If we take the Bible seriously, as opposed to being naïve moralists, there will be times when the wicked seem to be winning. Let’s not be naïve about evil, sin, and its power.
As Christians who have signed our statement of faith, we say we believe that men and women are born sinners, hostile to God, and dead in trespasses and sins. Do you believe that the default position of the human heart is antagonism toward God?
If so, why are we surprised when sinners want to sin? Sinners will always want to sin and they will constantly find new ways of sinning. This is the world in which we live, the world in which we suffer, and the world in which we bear witness.
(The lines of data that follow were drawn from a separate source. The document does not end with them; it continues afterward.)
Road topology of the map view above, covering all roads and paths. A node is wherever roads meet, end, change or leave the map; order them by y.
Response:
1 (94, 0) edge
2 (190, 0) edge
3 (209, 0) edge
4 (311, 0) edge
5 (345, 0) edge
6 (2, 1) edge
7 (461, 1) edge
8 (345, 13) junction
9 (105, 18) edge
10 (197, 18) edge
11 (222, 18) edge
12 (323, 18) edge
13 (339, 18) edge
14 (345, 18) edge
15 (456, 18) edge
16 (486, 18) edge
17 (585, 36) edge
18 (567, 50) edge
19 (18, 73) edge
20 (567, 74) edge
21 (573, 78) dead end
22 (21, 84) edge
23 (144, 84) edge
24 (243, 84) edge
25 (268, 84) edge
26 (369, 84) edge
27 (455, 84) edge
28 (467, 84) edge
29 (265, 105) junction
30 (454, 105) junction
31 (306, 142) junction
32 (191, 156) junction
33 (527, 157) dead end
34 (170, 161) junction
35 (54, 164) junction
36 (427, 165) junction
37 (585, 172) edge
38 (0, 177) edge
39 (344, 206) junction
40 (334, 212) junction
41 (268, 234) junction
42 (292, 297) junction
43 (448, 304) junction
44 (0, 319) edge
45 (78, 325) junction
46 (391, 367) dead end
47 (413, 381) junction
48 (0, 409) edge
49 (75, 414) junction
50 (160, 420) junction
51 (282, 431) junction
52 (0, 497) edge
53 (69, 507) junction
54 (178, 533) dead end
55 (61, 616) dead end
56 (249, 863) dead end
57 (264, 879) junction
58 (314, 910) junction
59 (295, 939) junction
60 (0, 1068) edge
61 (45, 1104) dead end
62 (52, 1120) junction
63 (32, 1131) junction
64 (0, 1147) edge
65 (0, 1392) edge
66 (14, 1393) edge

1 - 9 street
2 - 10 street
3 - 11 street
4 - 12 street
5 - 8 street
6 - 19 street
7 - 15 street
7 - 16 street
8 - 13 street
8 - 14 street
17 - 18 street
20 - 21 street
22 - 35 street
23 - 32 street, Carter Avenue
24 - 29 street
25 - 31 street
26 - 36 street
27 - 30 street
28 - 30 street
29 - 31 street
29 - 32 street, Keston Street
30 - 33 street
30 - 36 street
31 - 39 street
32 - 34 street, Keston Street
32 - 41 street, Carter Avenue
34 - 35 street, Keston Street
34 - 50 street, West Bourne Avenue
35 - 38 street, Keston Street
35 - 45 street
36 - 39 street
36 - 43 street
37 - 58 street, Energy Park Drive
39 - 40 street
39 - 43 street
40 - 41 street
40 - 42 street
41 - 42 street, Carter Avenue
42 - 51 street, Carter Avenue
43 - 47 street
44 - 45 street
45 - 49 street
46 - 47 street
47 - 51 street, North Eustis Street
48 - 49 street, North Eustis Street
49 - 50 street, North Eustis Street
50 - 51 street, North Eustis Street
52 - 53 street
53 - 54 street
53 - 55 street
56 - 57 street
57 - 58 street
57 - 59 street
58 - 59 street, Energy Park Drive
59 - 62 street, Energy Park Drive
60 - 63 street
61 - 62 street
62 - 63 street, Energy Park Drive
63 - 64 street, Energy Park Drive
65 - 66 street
Christians who understand this world learn to pray. The more we understand the nature of this world, the more we will not only pray, but we will long for the new heaven and the new earth, the home of righteousness, where sin will be no more.
Pray When God Seems to be Far Away
Why, O Lord, do you stand afar off?
Why do you hide yourself in times of trouble? Psalm 10:1
It’s hard enough to pray when the wicked seem to be winning. But how in the world are you going to pray when God seems far away? We have all known this experience, and I find it helpful to know that King David knew about this too.
What is even better is that the Holy Spirit was present and active in David, even when he felt that God was far away. This prayer is Scripture, and that means it was breathed out by the Holy Spirit through David. So David was praying in the Spirit when he felt that God was far away!
Here’s an encouragement for every believer: God is with you and active in you by his Holy Spirit even when you feel that he is far away. So pray when the wicked seem to be winning and pray when God seems far away.
How the Holy Spirit leads David in prayer
Stop thinking like the wicked
There’s a fascinating turn in this psalm, almost as if thinking about the wicked awakens David to a renewed faith in God. David prays: “Why, O Lord, do you stand afar off? Why do you hide yourself?” God, you seem so far way, so remote, so uninvolved. You don’t seem to do anything!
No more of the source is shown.